Problem to solve:
Every line of the listing below should be written out exactly, minus its images.

*** Opening of The data ***

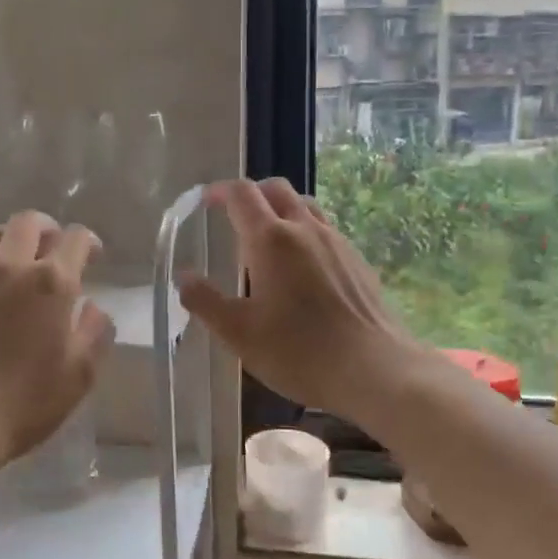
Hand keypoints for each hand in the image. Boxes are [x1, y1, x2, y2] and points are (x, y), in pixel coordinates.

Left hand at [0, 211, 115, 464]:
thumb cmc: (24, 401)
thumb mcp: (78, 375)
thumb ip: (94, 333)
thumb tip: (93, 307)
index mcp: (51, 282)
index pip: (75, 238)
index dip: (89, 242)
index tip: (93, 257)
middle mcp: (12, 268)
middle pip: (29, 222)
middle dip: (49, 229)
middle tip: (55, 250)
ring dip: (13, 238)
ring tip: (21, 261)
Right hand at [180, 178, 417, 417]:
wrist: (374, 370)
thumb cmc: (298, 351)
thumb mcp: (238, 333)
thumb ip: (205, 301)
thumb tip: (183, 277)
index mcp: (270, 239)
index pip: (241, 194)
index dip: (219, 191)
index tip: (205, 201)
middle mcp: (304, 228)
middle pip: (276, 188)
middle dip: (251, 193)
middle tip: (234, 214)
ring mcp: (336, 241)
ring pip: (305, 205)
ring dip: (281, 208)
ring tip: (267, 237)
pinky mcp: (357, 260)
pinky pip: (325, 229)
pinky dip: (305, 231)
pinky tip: (302, 266)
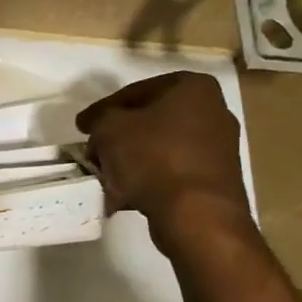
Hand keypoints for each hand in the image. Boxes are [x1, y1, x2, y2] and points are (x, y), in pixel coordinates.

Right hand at [75, 72, 250, 254]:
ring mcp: (219, 148)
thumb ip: (99, 119)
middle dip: (118, 138)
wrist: (197, 214)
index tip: (83, 127)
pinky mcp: (216, 180)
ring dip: (130, 161)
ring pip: (159, 149)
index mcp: (193, 88)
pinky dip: (148, 180)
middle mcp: (213, 112)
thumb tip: (98, 126)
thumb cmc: (153, 158)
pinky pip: (172, 173)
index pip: (136, 92)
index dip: (103, 110)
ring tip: (105, 178)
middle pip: (150, 121)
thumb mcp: (109, 129)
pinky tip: (124, 196)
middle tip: (94, 152)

*** Close of The data ***

Response to the task:
Hand keypoints for each hand in the image. Boxes are [x1, y1, x2, y2] and points are (x, y), in pixel coordinates.

Left hand at [0, 211, 115, 464]:
thumb cmc: (24, 401)
thumb mcp: (78, 375)
thumb ip: (94, 333)
thumb tip: (93, 307)
index mcp: (51, 282)
index pip: (75, 238)
index dip: (89, 242)
index tip: (93, 257)
middle mcp: (12, 268)
middle pip: (29, 222)
middle dip: (49, 229)
middle tip: (55, 250)
ring dip: (13, 238)
ring tip: (21, 261)
Right hand at [180, 178, 417, 417]:
wrist: (374, 370)
thumb cmc: (298, 351)
thumb mcp: (238, 333)
thumb ip: (205, 301)
thumb tip: (183, 277)
index mcp: (270, 239)
index pip: (241, 194)
index dip: (219, 191)
index tip: (205, 201)
middle mcp: (304, 228)
middle pip: (276, 188)
middle dip: (251, 193)
middle tip: (234, 214)
ring mcp: (336, 241)
ring pip: (305, 205)
ring dip: (281, 208)
ring tip: (267, 237)
pinky mcp: (357, 260)
pinky pip: (325, 229)
pinky dip: (305, 231)
pinky tip: (302, 266)
Hand keypoints for each hand in the image. Boxes are [x1, y1, x2, y2] and points are (x, y), in pixel coordinates.

Right hand at [75, 72, 250, 254]:
ring mcp: (219, 148)
thumb ip: (99, 119)
middle dip: (118, 138)
wrist: (197, 214)
index tip: (83, 127)
pinky mcp: (216, 180)
ring dip: (130, 161)
ring pip: (159, 149)
index mcp: (193, 88)
pinky dip: (148, 180)
middle mcp: (213, 112)
thumb tip: (98, 126)
thumb cmc: (153, 158)
pinky pip: (172, 173)
index pip: (136, 92)
index dip: (103, 110)
ring tip: (105, 178)
middle pip: (150, 121)
thumb mcp: (109, 129)
pinky tip: (124, 196)
middle tip: (94, 152)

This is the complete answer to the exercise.